In case of accidental overdosage, indicated by excessive blood pressure elevation, reduce the administration rate or temporarily discontinue dopamine HCl until the patient’s condition stabilizes. Given dopamine’s short duration of action, additional remedial measures are usually unnecessary. If these measures fail, consider using a short-acting alpha-adrenergic blocking agent, such as phentolamine.

Contraindications

  • Dopamine HCl is contraindicated in patients with pheochromocytoma.
  • Dopamine HCl should not be administered to patients with uncorrected tachyarrhythmias or ventricular fibrillation.

Clinical Pharmacology

Dopamine is a natural catecholamine formed by the decarboxylation of 3,4-dihydroxyphenylalanine (DOPA). It is a precursor to norepinephrine in noradrenergic nerves and a neurotransmitter in certain areas of the central nervous system, particularly the nigrostriatal tract, and in some peripheral sympathetic nerves.

Dopamine exerts positive chronotropic and inotropic effects on the myocardium, increasing heart rate and cardiac contractility. These effects are achieved directly via agonist action on beta-adrenoceptors and indirectly by releasing norepinephrine from storage sites in sympathetic nerve endings.

Dopamine’s onset of action occurs within 5 minutes of intravenous administration, with a plasma half-life of approximately 2 minutes and a duration of action less than 10 minutes. However, in the presence of monoamine oxidase (MAO) inhibitors, the duration may extend to 1 hour. The drug is widely distributed in the body but does not significantly cross the blood-brain barrier. Dopamine is metabolized in the liver, kidney, and plasma by MAO and catechol-O-methyltransferase into inactive compounds, homovanillic acid (HVA) and 3,4-dihydroxyphenylacetic acid. Approximately 25% of the dose is taken up into adrenergic nerve terminals, where it is hydroxylated to form norepinephrine. About 80% of the drug is excreted in the urine within 24 hours, primarily as HVA, its sulfate and glucuronide conjugates, and 3,4-dihydroxyphenylacetic acid. A small portion is excreted unchanged.

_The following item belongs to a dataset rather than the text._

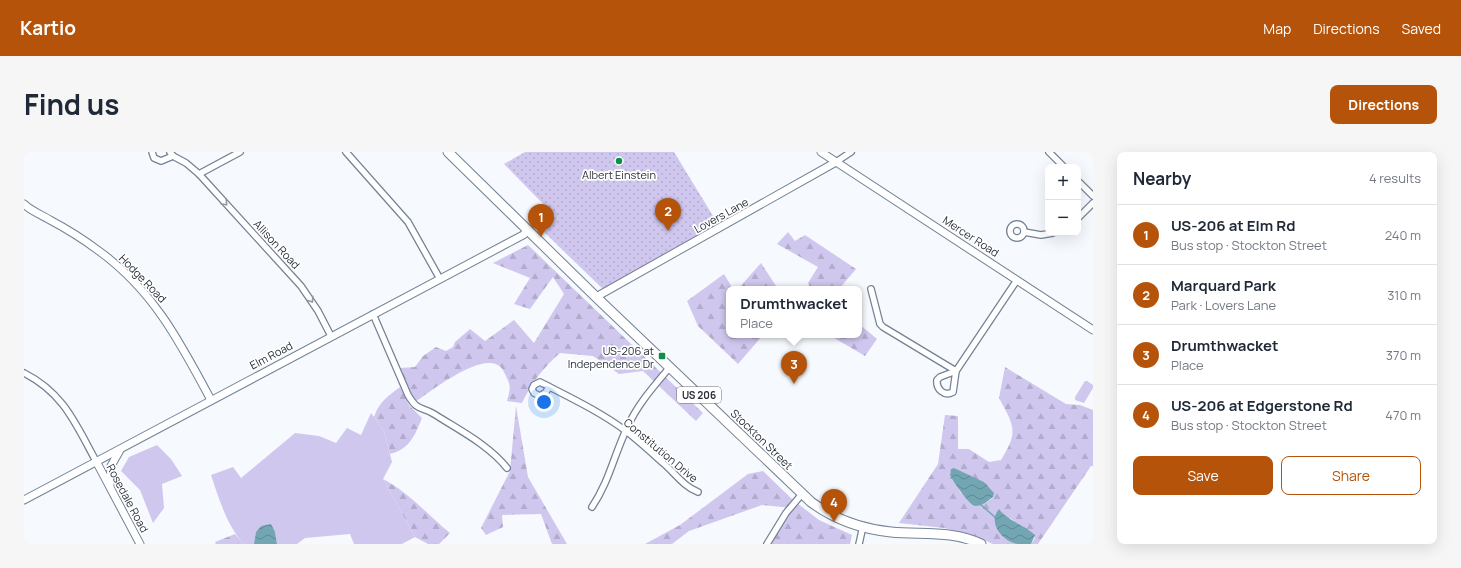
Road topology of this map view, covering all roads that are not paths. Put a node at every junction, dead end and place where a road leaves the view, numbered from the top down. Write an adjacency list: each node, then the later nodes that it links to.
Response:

The effects of dopamine are dose-dependent and vary based on the patient’s clinical status:

  • Low infusion rates (0.5–2 mcg/kg/min): Dopamine causes vasodilation through specific agonist action on dopamine receptors (distinct from alpha and beta adrenoceptors) in renal, mesenteric, coronary, and intracerebral vascular beds, increasing glomerular filtration rate, renal blood flow, sodium excretion, and urine flow. Hypotension may occur. Increased urinary output is typically not associated with decreased urine osmolarity. Haloperidol is an antagonist at these dopamine receptors.
  • Intermediate infusion rates (2–10 mcg/kg/min): Dopamine stimulates beta1-adrenoceptors, improving myocardial contractility, increasing sinoatrial (SA) rate, and enhancing impulse conduction in the heart, with minimal stimulation of beta2-adrenoceptors (peripheral vasodilation). It causes less myocardial oxygen consumption than isoproterenol and is not typically associated with tachyarrhythmia. It usually increases systolic and pulse pressure with no effect or a slight increase in diastolic pressure. Blood flow to peripheral vascular beds may decrease, while mesenteric flow increases due to increased cardiac output. Total peripheral resistance (alpha effects) remains largely unchanged.
  • High infusion rates (10–20 mcg/kg/min): Dopamine stimulates alpha-adrenoceptors, causing vasoconstrictor effects and a rise in blood pressure, initially in the skeletal muscle vascular beds, and with increasing doses, in renal and mesenteric vessels.
  • Very high infusion rates (above 20 mcg/kg/min): Alpha-adrenoceptor stimulation predominates, and vasoconstriction may compromise limb circulation, reversing renal dilation and natriuresis.

Patient Information

No patient information provided. Refer to the Warnings and Precautions sections for details.